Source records
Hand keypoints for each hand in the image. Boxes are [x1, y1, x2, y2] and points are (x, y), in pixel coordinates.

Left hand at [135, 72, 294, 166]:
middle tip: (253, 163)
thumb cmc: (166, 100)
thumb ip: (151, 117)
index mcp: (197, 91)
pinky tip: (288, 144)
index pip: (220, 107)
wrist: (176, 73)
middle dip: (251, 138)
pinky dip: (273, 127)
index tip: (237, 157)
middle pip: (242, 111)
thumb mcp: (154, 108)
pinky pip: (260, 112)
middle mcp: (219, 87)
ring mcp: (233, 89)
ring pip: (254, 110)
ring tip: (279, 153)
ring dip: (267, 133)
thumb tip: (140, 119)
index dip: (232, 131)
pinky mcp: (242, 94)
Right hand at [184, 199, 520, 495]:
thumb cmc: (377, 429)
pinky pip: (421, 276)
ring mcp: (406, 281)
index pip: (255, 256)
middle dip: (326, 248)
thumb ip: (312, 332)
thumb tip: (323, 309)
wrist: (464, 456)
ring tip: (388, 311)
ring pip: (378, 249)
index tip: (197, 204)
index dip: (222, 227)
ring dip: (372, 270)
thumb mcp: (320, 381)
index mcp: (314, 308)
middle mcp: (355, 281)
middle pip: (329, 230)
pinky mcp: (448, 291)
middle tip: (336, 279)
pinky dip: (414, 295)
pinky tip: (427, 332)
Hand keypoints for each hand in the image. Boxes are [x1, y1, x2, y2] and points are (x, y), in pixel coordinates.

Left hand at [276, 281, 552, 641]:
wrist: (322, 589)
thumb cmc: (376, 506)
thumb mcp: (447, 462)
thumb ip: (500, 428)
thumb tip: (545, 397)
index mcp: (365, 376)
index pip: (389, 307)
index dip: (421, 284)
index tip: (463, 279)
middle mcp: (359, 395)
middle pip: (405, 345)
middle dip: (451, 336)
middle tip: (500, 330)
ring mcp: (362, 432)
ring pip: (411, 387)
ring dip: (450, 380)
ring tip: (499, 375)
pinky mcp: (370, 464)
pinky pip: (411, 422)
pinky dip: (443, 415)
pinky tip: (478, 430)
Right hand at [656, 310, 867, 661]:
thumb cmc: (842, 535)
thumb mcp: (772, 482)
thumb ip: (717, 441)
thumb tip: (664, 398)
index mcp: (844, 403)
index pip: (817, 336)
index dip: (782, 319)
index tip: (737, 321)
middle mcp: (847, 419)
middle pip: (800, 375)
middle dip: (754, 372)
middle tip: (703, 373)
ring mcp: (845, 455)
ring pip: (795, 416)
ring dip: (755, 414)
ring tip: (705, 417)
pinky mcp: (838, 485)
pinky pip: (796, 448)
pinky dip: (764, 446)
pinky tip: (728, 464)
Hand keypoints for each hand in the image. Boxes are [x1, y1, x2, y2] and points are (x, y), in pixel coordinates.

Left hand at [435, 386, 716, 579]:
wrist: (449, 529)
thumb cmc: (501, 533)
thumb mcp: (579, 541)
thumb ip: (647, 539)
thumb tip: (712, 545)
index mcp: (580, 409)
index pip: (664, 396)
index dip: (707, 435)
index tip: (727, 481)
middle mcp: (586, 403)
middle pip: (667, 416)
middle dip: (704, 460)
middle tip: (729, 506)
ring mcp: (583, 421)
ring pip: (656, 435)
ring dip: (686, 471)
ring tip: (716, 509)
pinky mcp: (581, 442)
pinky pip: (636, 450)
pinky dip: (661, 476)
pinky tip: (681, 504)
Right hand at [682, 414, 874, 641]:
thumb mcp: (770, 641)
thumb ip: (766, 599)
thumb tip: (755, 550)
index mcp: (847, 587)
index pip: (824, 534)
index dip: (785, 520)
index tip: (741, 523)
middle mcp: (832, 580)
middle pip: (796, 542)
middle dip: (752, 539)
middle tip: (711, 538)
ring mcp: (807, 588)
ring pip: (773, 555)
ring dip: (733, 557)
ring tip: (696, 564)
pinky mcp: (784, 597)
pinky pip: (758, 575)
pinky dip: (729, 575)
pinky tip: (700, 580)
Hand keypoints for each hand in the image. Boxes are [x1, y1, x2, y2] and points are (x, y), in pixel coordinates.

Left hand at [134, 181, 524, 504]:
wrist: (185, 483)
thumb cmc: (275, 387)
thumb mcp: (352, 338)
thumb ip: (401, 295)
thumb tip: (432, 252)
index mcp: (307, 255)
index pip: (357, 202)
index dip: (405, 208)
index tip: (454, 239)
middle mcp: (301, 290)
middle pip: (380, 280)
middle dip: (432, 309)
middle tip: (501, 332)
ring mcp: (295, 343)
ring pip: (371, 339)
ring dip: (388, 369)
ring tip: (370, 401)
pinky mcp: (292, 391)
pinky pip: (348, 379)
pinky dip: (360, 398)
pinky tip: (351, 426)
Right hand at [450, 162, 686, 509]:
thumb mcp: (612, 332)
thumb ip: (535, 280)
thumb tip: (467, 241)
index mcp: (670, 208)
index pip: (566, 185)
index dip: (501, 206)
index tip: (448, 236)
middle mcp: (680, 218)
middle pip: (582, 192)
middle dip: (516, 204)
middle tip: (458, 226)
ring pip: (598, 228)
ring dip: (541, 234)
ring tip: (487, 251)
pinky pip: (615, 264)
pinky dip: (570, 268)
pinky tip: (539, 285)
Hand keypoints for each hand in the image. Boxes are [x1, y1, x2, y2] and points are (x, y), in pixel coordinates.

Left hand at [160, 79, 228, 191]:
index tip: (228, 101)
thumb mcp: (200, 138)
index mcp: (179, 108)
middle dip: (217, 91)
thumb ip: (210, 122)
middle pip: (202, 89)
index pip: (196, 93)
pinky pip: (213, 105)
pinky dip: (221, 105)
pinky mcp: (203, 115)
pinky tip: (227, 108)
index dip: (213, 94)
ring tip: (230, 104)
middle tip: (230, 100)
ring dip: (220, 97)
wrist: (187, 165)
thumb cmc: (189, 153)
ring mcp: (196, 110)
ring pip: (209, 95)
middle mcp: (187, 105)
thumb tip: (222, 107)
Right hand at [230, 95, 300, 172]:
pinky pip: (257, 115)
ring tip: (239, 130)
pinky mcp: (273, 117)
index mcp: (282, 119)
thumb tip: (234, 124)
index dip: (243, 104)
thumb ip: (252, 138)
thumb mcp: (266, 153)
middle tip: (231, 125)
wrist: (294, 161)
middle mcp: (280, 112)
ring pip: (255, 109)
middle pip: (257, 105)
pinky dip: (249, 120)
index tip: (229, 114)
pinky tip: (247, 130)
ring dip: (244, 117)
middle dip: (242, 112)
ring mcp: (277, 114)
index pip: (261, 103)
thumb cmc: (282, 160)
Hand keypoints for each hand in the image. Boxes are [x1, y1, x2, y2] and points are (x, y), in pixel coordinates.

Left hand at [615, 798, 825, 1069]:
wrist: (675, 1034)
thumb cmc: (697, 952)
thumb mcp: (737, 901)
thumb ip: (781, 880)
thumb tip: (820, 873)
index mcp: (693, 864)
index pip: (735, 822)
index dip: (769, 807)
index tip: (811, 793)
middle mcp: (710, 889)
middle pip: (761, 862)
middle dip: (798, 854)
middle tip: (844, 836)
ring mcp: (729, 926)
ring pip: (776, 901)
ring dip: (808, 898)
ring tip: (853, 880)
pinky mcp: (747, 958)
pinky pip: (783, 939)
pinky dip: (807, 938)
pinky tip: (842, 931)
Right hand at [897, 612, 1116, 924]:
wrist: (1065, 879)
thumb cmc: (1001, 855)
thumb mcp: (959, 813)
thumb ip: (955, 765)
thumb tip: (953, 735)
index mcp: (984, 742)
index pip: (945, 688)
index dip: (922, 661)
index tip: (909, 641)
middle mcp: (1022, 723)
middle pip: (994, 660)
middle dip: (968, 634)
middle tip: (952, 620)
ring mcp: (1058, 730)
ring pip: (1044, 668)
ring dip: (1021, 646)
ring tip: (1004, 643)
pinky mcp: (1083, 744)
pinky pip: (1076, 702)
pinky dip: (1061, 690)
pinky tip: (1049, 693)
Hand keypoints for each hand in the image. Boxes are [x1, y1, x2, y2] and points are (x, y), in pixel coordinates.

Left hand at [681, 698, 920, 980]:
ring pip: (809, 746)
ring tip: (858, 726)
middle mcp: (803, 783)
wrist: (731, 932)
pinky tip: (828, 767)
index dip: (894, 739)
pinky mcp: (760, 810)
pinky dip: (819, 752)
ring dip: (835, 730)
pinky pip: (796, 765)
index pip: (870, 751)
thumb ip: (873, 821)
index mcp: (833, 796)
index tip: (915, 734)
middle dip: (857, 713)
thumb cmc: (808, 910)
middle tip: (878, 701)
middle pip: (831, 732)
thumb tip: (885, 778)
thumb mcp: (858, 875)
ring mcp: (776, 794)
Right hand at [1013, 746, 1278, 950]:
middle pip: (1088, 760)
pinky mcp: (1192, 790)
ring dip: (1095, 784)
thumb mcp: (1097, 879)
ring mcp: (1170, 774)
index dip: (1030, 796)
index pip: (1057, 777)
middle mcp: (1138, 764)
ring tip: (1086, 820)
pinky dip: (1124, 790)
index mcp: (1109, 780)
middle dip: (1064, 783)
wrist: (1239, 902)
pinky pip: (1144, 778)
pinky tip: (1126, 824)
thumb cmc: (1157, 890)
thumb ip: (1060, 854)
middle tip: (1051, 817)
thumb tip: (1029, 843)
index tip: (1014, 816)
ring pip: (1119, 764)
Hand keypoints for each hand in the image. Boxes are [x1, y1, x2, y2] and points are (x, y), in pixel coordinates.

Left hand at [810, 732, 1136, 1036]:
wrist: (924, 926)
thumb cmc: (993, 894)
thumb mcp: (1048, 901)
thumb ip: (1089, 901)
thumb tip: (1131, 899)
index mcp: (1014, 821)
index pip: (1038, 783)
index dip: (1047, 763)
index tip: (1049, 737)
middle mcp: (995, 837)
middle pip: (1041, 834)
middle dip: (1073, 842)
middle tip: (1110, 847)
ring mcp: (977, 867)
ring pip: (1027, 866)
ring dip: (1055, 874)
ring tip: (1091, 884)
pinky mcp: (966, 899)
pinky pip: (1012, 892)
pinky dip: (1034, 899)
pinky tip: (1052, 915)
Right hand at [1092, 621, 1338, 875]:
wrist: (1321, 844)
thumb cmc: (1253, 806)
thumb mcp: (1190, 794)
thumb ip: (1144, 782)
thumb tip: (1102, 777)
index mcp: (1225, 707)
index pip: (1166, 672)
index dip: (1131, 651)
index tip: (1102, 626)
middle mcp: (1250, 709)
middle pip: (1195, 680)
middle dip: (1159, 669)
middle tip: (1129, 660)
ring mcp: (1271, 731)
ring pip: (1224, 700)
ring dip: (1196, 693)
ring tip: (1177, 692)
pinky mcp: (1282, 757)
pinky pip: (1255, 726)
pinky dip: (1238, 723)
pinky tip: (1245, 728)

» EXERCISE:
Among the entries, how many lines include the word "Left"? Give only the number.

» RESPONSE TO THIS TASK:
8